2. Bij de aangevallen uitspraak heeft de rechtbank het beroep tegen het bestreden besluit gegrond verklaard en het bestreden besluit vernietigd voor zover het college de aanvraag om bijzondere bijstand voor nota 1 heeft afgewezen. De rechtbank heeft onder meer overwogen dat appellante ter zitting heeft gezegd dat zij op 26 maart 2020 met een acuut probleem bij de eigen tandarts is geweest en dat de eigen tandarts het noodzakelijk heeft geacht haar naar de noodtandarts te verwijzen. De noodtandarts heeft bij appellante de volgende dag een noodvulling aangebracht. Omdat deze noodvulling is losgeraakt, is zij op 28 maart 2020 weer door de noodtandarts behandeld. Deze gang van zaken is door het college niet bestreden. Het college heeft nota 3, die ziet op de behandelingen op 27 maart 2020 en 28 maart 2020, wel vergoed.
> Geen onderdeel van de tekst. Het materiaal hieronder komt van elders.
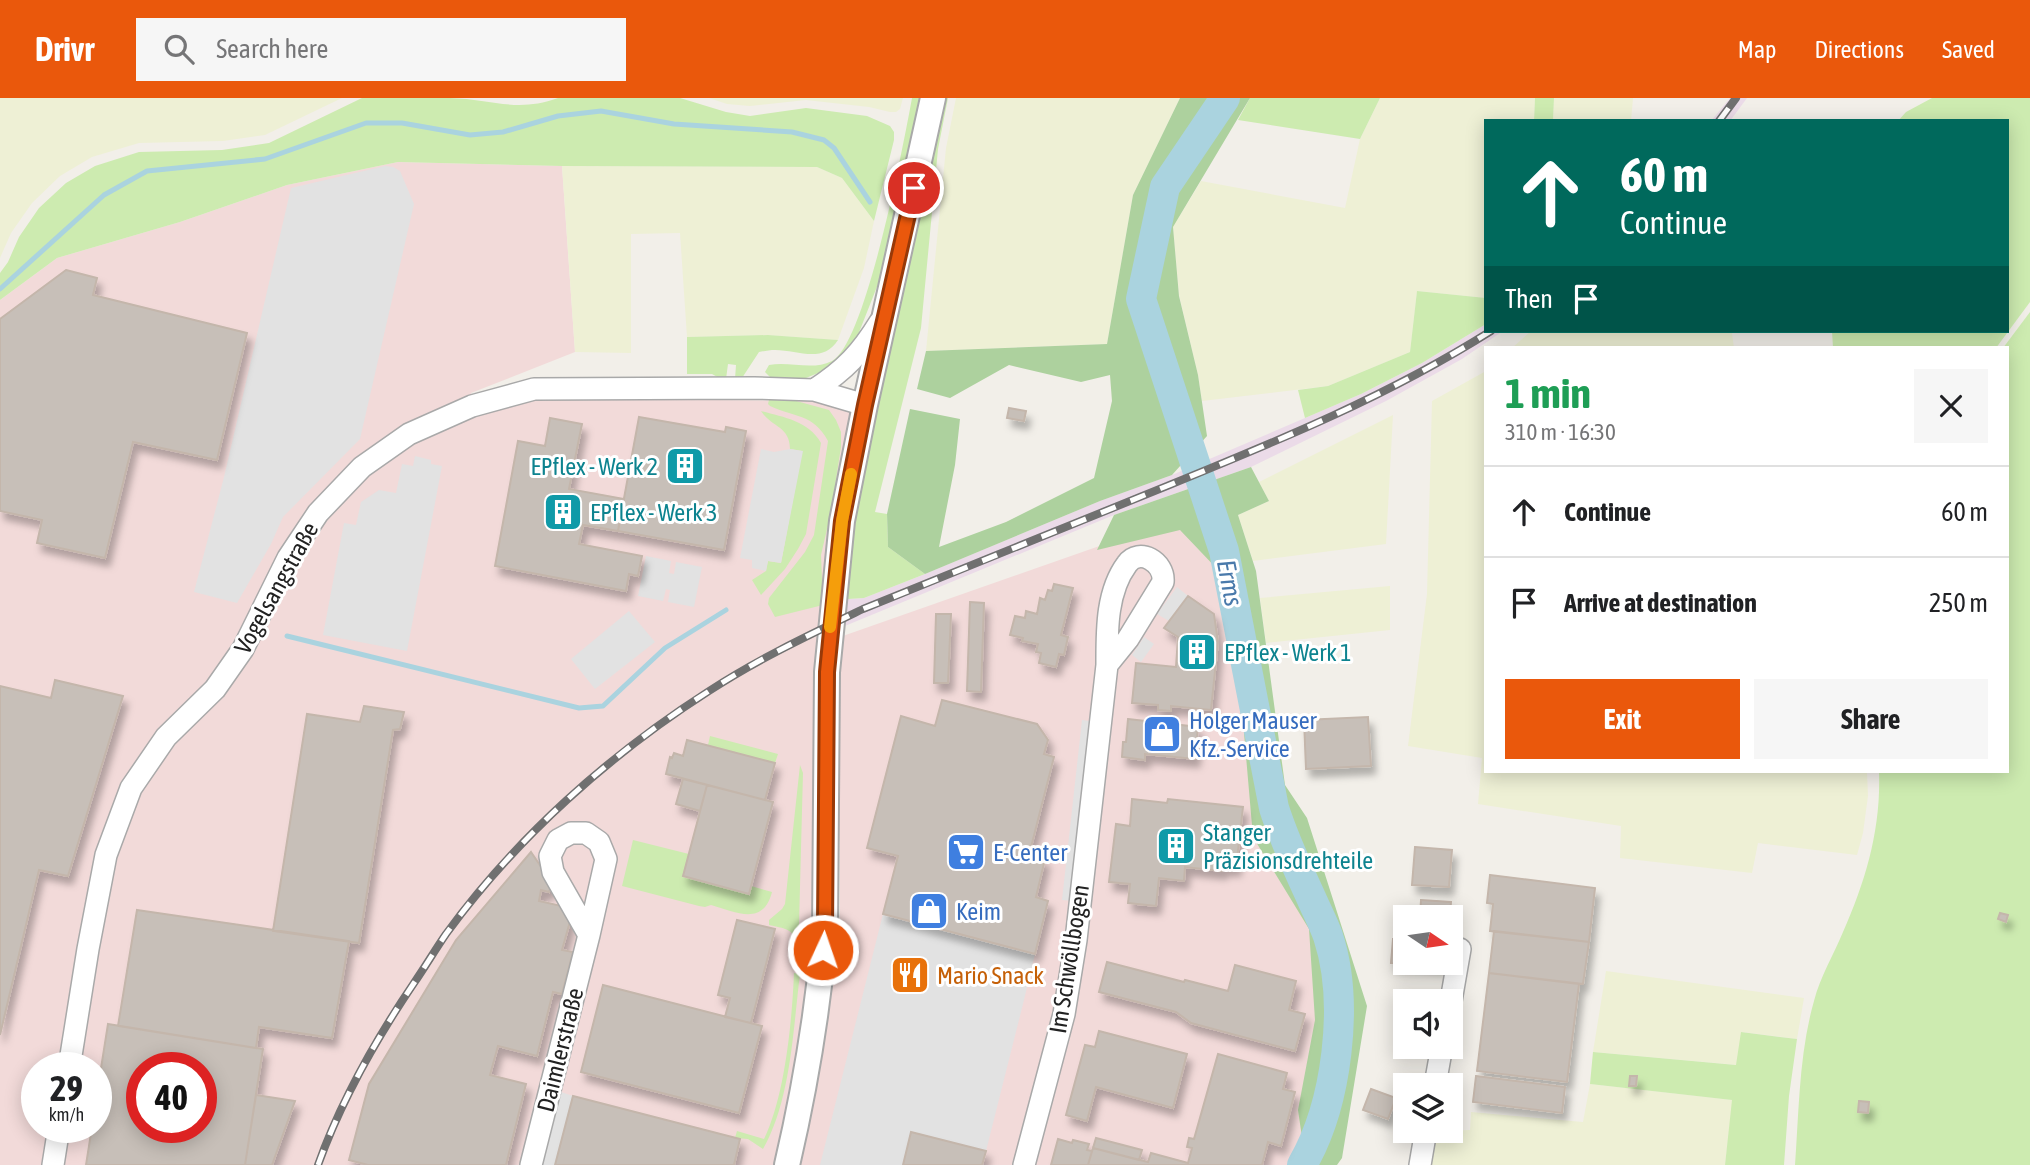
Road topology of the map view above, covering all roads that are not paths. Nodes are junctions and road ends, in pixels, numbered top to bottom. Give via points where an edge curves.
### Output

Het college heeft naar het oordeel van de rechtbank niet gemotiveerd waarom er geen verband bestaat tussen de melding van een acuut probleem bij de eigen tandarts en de doorverwijzing naar de noodtandarts. De rechtbank neemt hierbij in aanmerking dat het niet onmogelijk is dat het bezoek aan de eigen tandarts acuut noodzakelijk was voor een doorverwijzing naar de noodtandarts, wat inhoudt dat er een direct verband is tussen het consult bij de eigen tandarts en het bezoek aan de noodtandarts. De rechtbank heeft zelf in de zaak voorzien door het primaire besluit te herroepen voor zover dat ziet op de afwijzing van de aanvraag om bijzondere bijstand voor nota 1 en heeft het college opgedragen aan appellante een bedrag van € 22,16 aan bijzondere bijstand te betalen. De rechtbank heeft ten slotte het college veroordeeld in de proceskosten van appellante tot een bedrag van € 2.564,- en het college opgedragen aan appellante het griffierecht van € 49,- te vergoeden.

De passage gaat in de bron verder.